Each line that includes "сулу" must be copied from the records.

☆ ☆ ☆ ☆ ☆ ☆ ☆

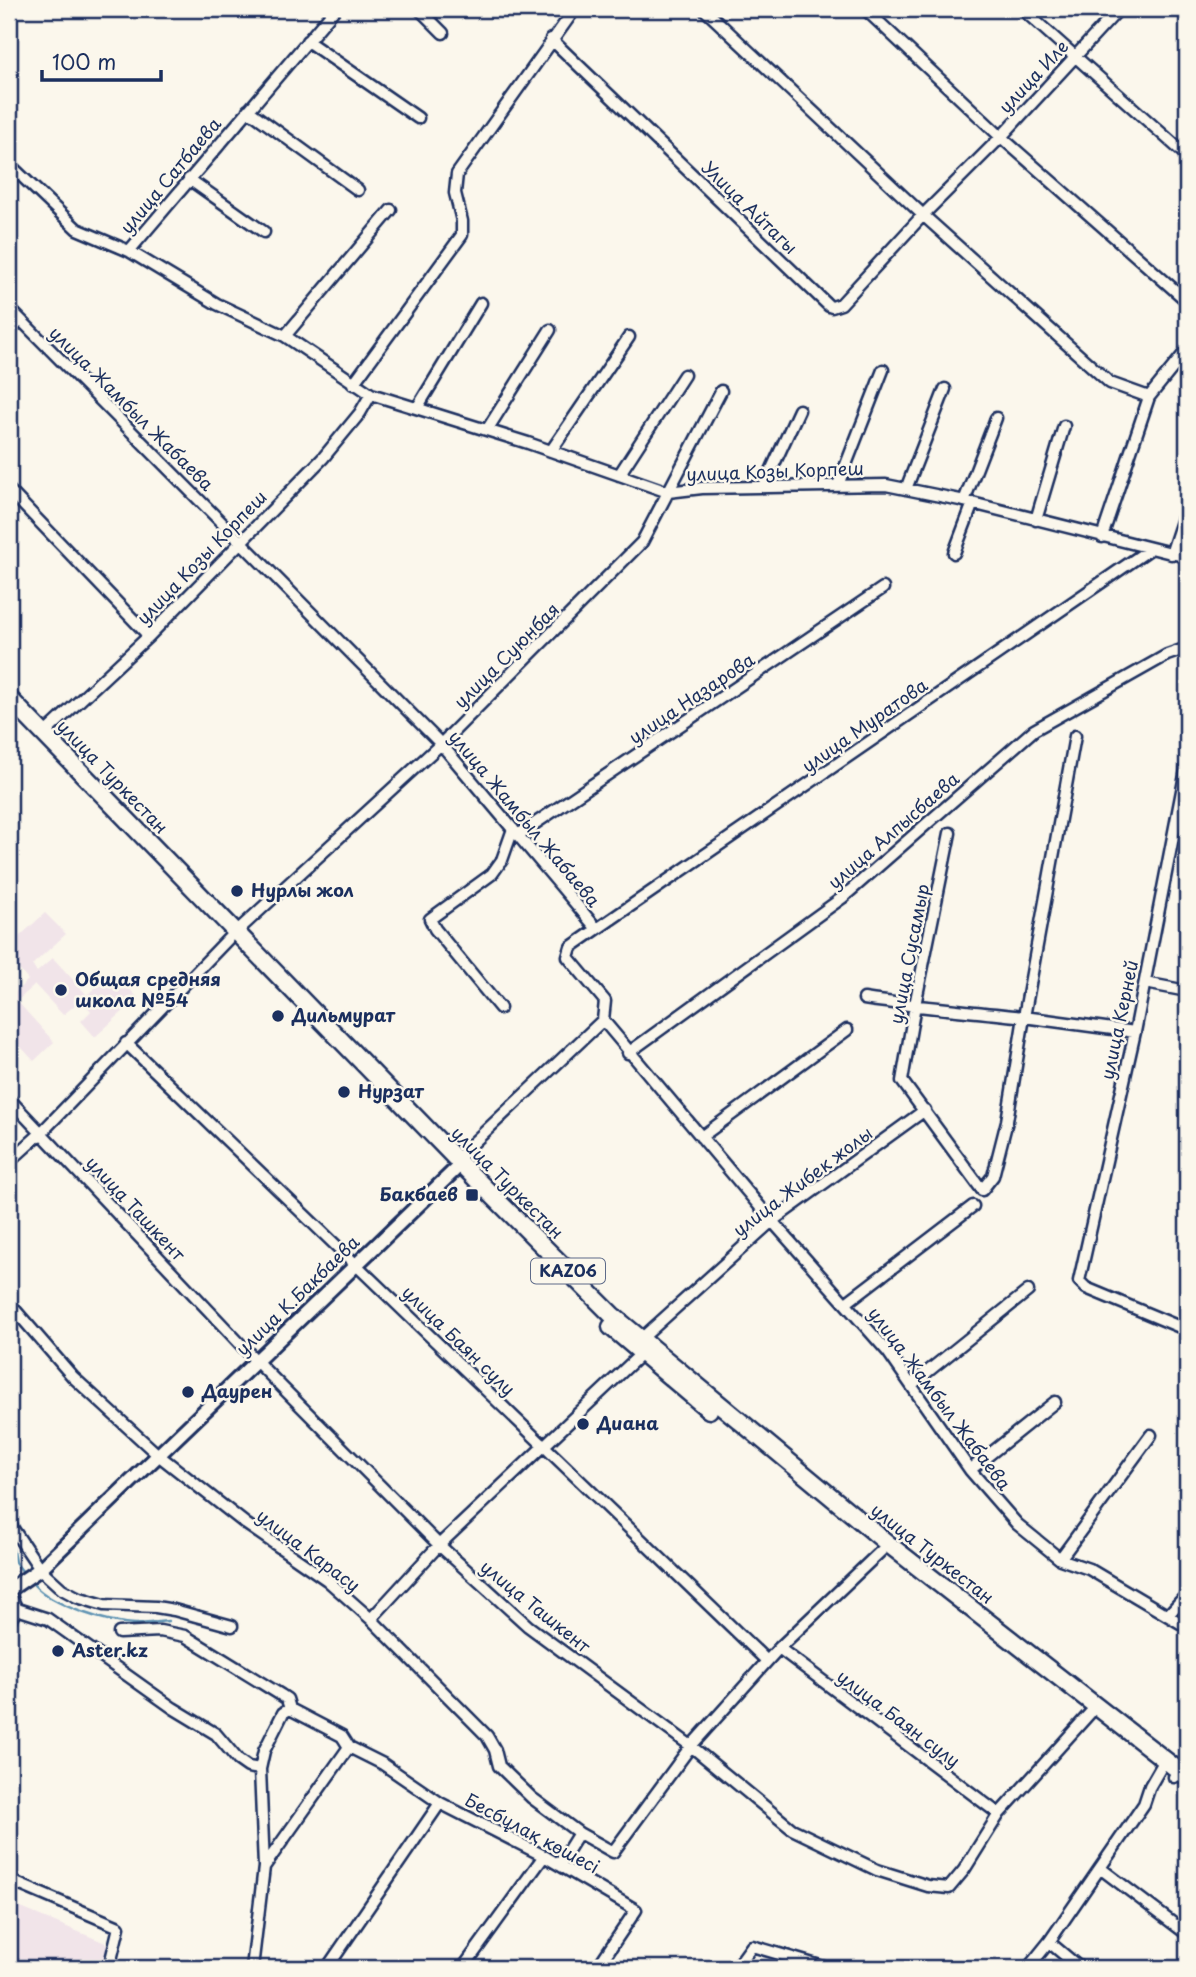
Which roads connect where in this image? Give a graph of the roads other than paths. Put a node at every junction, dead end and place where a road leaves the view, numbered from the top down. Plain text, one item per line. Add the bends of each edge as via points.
1 (335, 9) edge
2 (419, 9) edge
3 (575, 9) edge
4 (704, 9) edge
5 (865, 9) edge
6 (1022, 9) edge
7 (1119, 9) edge
8 (443, 33) dead end
9 (551, 39) junction
10 (307, 41) junction
11 (1075, 57) junction
12 (248, 110) junction
13 (418, 118) dead end
14 (1001, 137) junction
15 (1187, 156) edge
16 (9, 164) edge
17 (189, 179) junction
18 (358, 190) dead end
19 (391, 210) dead end
20 (923, 215) junction
21 (264, 232) dead end
22 (129, 251) junction
23 (1187, 301) edge
24 (481, 303) dead end
25 (9, 308) edge
26 (20, 321) junction
27 (550, 330) dead end
28 (9, 331) edge
29 (285, 336) junction
30 (629, 337) dead end
31 (1187, 351) edge
32 (883, 370) dead end
33 (684, 376) dead end
34 (354, 384) junction
35 (945, 388) dead end
36 (721, 391) dead end
37 (371, 394) junction
38 (1149, 397) junction
39 (416, 408) junction
40 (799, 410) dead end
41 (996, 418) dead end
42 (1064, 426) dead end
43 (486, 430) junction
44 (551, 451) junction
45 (619, 475) junction
46 (838, 485) junction
47 (764, 486) junction
48 (906, 489) junction
49 (9, 490) edge
50 (668, 492) junction
51 (968, 502) junction
52 (1187, 506) edge
53 (1036, 520) junction
54 (1102, 537) junction
55 (239, 541) junction
56 (1150, 549) junction
57 (954, 553) dead end
58 (1171, 554) junction
59 (1187, 557) edge
60 (883, 588) dead end
61 (149, 636) junction
62 (1187, 648) edge
63 (9, 698) edge
64 (9, 714) edge
65 (44, 734) junction
66 (1075, 736) dead end
67 (441, 744) junction
68 (1187, 765) edge
69 (515, 832) junction
70 (950, 833) dead end
71 (597, 929) junction
72 (232, 936) junction
73 (1145, 983) junction
74 (1187, 991) edge
75 (864, 999) dead end
76 (915, 1005) junction
77 (500, 1008) dead end
78 (1024, 1017) junction
79 (603, 1020) junction
80 (847, 1030) dead end
81 (1135, 1032) junction
82 (126, 1044) junction
83 (628, 1053) junction
84 (9, 1099) edge
85 (925, 1110) junction
86 (41, 1133) junction
87 (701, 1138) junction
88 (9, 1162) edge
89 (458, 1168) junction
90 (973, 1206) dead end
91 (772, 1221) junction
92 (357, 1264) junction
93 (1028, 1291) dead end
94 (9, 1303) edge
95 (846, 1303) junction
96 (1187, 1328) edge
97 (641, 1346) junction
98 (256, 1360) junction
99 (911, 1385) junction
100 (1055, 1402) dead end
101 (1151, 1435) dead end
102 (542, 1446) junction
103 (157, 1454) junction
104 (970, 1471) junction
105 (9, 1523) edge
106 (439, 1545) junction
107 (881, 1551) junction
108 (1060, 1559) junction
109 (40, 1569) junction
110 (9, 1590) edge
111 (1187, 1594) edge
112 (9, 1596) edge
113 (17, 1609) junction
114 (1168, 1615) junction
115 (371, 1619) junction
116 (9, 1622) edge
117 (232, 1626) dead end
118 (1187, 1627) edge
119 (118, 1633) dead end
120 (779, 1648) junction
121 (767, 1661) junction
122 (290, 1709) junction
123 (1090, 1713) junction
124 (691, 1746) junction
125 (349, 1747) junction
126 (1163, 1764) junction
127 (260, 1769) junction
128 (1182, 1771) edge
129 (1187, 1788) edge
130 (440, 1803) junction
131 (999, 1814) junction
132 (579, 1833) junction
133 (544, 1856) junction
134 (559, 1865) junction
135 (264, 1867) junction
136 (1100, 1868) junction
137 (9, 1880) edge
138 (1187, 1934) edge
139 (1049, 1942) junction
140 (109, 1968) edge
141 (252, 1968) edge
142 (327, 1968) edge
143 (463, 1968) edge
144 (597, 1968) edge
145 (736, 1968) edge
146 (827, 1968) edge
147 (1028, 1968) edge
148 (1080, 1968) edge

1 - 10 street, улица Сатбаева
2 - 8 street
3 - 9 street
4 - 20 street
5 - 14 street
6 - 11 street
7 - 11 street, улица Иле
9 - 20 street, Улица Айтагы via 829,306 841,304
9 - 34 street via 457,174 461,235
10 - 12 street, улица Сатбаева
10 - 13 street
11 - 14 street, улица Иле
11 - 15 street
12 - 17 street, улица Сатбаева
12 - 18 street
14 - 20 street, Улица Айтагы
14 - 23 street
16 - 22 street, улица Сатбаева via 76,229
17 - 21 street
17 - 22 street, улица Сатбаева
19 - 29 street
20 - 38 street via 1110,383
22 - 29 street, улица Козы Корпеш via 217,304
24 - 39 street
25 - 26 street, улица Жамбыл Жабаева
26 - 28 street
26 - 55 street, улица Жамбыл Жабаева
27 - 43 street
29 - 34 street, улица Козы Корпеш
30 - 44 street
31 - 38 street
32 - 46 street
33 - 45 street
34 - 37 street, улица Козы Корпеш
35 - 48 street
36 - 50 street, улица Суюнбая
37 - 39 street, улица Козы Корпеш
37 - 55 street, улица Козы Корпеш via 323,458
38 - 54 street
39 - 43 street, улица Козы Корпеш
40 - 47 street
41 - 51 street
42 - 53 street
43 - 44 street, улица Козы Корпеш
44 - 45 street, улица Козы Корпеш
45 - 50 street, улица Козы Корпеш
46 - 47 street, улица Козы Корпеш
46 - 48 street, улица Козы Корпеш
47 - 50 street, улица Козы Корпеш
48 - 51 street, улица Козы Корпеш
49 - 61 street
50 - 67 street, улица Суюнбая via 642,541
51 - 53 street, улица Козы Корпеш
51 - 57 street
52 - 58 street
53 - 54 street, улица Козы Корпеш
54 - 56 street, улица Козы Корпеш
55 - 61 street, улица Козы Корпеш
55 - 67 street, улица Жамбыл Жабаева
56 - 58 street, улица Козы Корпеш
56 - 71 street, улица Муратова
58 - 59 street, улица Козы Корпеш
60 - 69 street, улица Назарова
61 - 65 street, улица Козы Корпеш
62 - 83 street, улица Алпысбаева via 1034,730 842,898
63 - 65 highway, улица Туркестан / KАZ06
64 - 72 highway, улица Туркестан / KАZ06
65 - 72 highway, улица Туркестан / KАZ06
66 - 78 street
67 - 69 street, улица Жамбыл Жабаева
67 - 72 street, улица Суюнбая
68 - 73 street, улица Керней
69 - 71 street, улица Жамбыл Жабаева
69 - 77 street via 492,874 430,919
70 - 76 street, улица Сусамыр
71 - 79 street, улица Жамбыл Жабаева via 571,947 568,957 605,1001
72 - 82 street, улица Суюнбая
72 - 89 highway, улица Туркестан / KАZ06
73 - 74 street
73 - 81 street, улица Керней
75 - 76 street
76 - 78 street
76 - 85 street, улица Сусамыр via 902,1081
78 - 81 street
78 - 85 street via 1007,1121 993,1176 982,1190
79 - 83 street, улица Жамбыл Жабаева
79 - 89 street, улица К.Бакбаева via 472,1144
80 - 87 street
81 - 96 street, улица Керней via 1079,1280 1086,1289
82 - 86 street, улица Суюнбая
82 - 92 street, улица Баян сулу
83 - 87 street, улица Жамбыл Жабаева
84 - 86 street, улица Ташкент
85 - 91 street, улица Жибек жолы
86 - 88 street, улица Суюнбая
86 - 98 street, улица Ташкент
87 - 91 street, улица Жамбыл Жабаева
89 - 92 street, улица К.Бакбаева
89 - 97 highway, улица Туркестан / KАZ06
90 - 95 street
91 - 95 street, улица Жамбыл Жабаева
91 - 97 street, улица Жибек жолы
92 - 98 street, улица К.Бакбаева
92 - 102 street, улица Баян сулу
93 - 99 street
94 - 103 street, улица Карасу via 73,1377
95 - 99 street, улица Жамбыл Жабаева
97 - 102 street, улица Жибек жолы
97 - 107 highway, улица Туркестан / KАZ06
97 - 126 highway, улица Туркестан / KАZ06
98 - 103 street, улица К.Бакбаева
98 - 106 street, улица Ташкент
99 - 104 street, улица Жамбыл Жабаева
100 - 104 street
101 - 108 street
102 - 106 street, улица Жибек жолы
102 - 121 street, улица Баян сулу
103 - 109 street, улица К.Бакбаева
103 - 115 street, улица Карасу via 327,1580
104 - 108 street, улица Жамбыл Жабаева via 1017,1524
105 - 109 street
106 - 115 street, улица Жибек жолы
106 - 124 street, улица Ташкент via 528,1626
107 - 120 street
107 - 123 highway, улица Туркестан / KАZ06
108 - 114 street, улица Жамбыл Жабаева via 1089,1569
109 - 110 street, улица К.Бакбаева
109 - 117 street via 62,1589 90,1602 165,1609
111 - 114 street
112 - 113 street
113 - 116 street
113 - 127 street via 48,1619 216,1734 238,1760
114 - 118 street, улица Жамбыл Жабаева
115 - 132 street, улица Карасу via 487,1736 499,1766
119 - 122 street via 160,1631 185,1636 287,1699
120 - 121 street
120 - 131 street, улица Баян сулу
121 - 124 street
122 - 125 street via 342,1737
122 - 127 street via 283,1713
123 - 126 highway, улица Туркестан / KАZ06
123 - 131 street, улица Ташкент
124 - 131 street, улица Ташкент via 792,1829 877,1870 928,1886 948,1888 957,1880
124 - 132 street, улица Карасу via 613,1852
125 - 130 street
125 - 135 street
126 - 128 highway, улица Туркестан / KАZ06
126 - 136 street via 1144,1804
127 - 135 street
128 - 129 highway, улица Туркестан / KАZ06
130 - 133 street, Бесбұлақ көшесі
130 - 142 street, Бесбұлақ көшесі
132 - 134 street
133 - 134 street, Бесбұлақ көшесі
133 - 143 street
134 - 144 street, Бесбұлақ көшесі via 636,1910
135 - 141 street
136 - 138 street
136 - 139 street
137 - 140 street via 119,1927
139 - 147 street
139 - 148 street
145 - 146 street via 752,1946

☆ ☆ ☆ ☆ ☆ ☆ ☆

WORKED SOLUTION:
82 - 92 street, улица Баян сулу
92 - 102 street, улица Баян сулу
102 - 121 street, улица Баян сулу
120 - 131 street, улица Баян сулу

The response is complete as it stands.